Wherever the word "thumb" appears in a line of the records, copy that line.

Exercise material |
◆ ◆ ◆ ◆ ◆

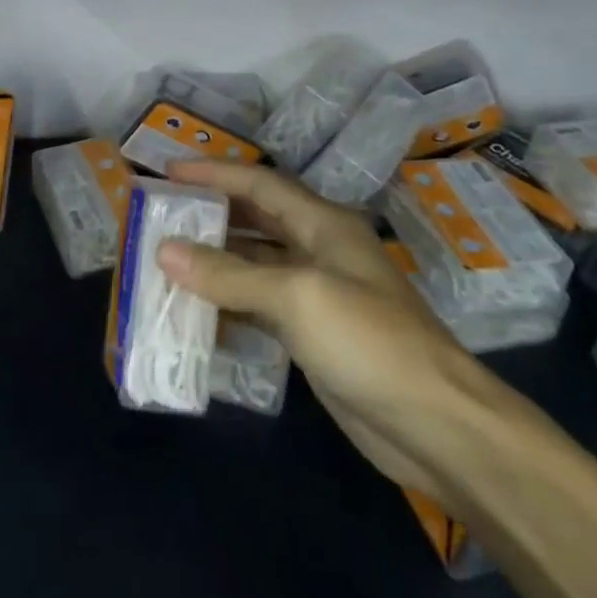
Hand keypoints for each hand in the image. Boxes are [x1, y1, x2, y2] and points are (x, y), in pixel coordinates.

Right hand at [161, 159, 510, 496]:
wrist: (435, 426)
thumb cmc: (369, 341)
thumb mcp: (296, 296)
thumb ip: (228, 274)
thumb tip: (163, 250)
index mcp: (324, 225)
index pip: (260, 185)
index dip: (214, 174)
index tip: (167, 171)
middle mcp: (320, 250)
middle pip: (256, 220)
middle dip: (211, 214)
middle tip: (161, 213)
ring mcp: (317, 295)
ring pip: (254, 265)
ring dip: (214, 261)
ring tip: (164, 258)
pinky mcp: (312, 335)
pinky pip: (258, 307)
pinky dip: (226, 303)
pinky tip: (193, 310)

◆ ◆ ◆ ◆ ◆

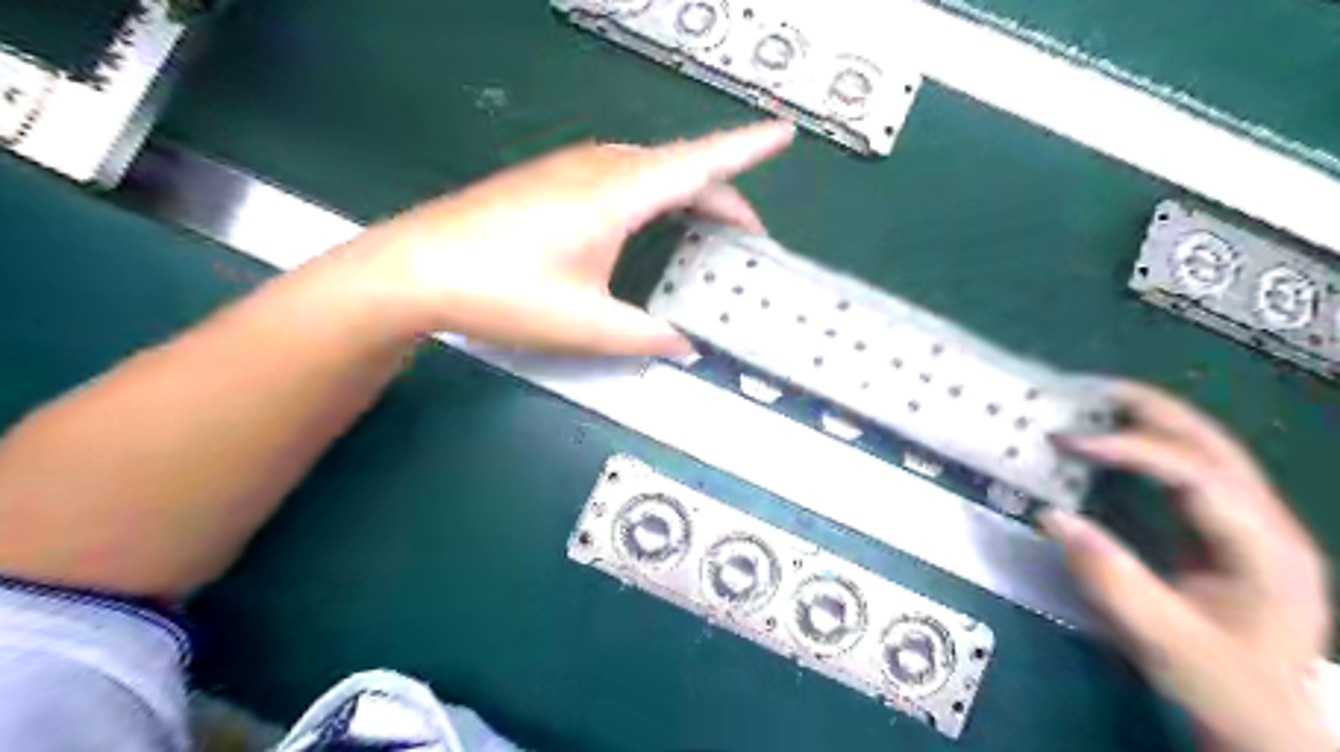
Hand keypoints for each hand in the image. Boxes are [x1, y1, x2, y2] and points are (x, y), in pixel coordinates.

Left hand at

◆ ◆ ◆ ◆ ◆

Solution |
thumb cmc: (369, 341)
thumb mcp: (296, 296)
thumb ip: (228, 274)
thumb tip: (163, 250)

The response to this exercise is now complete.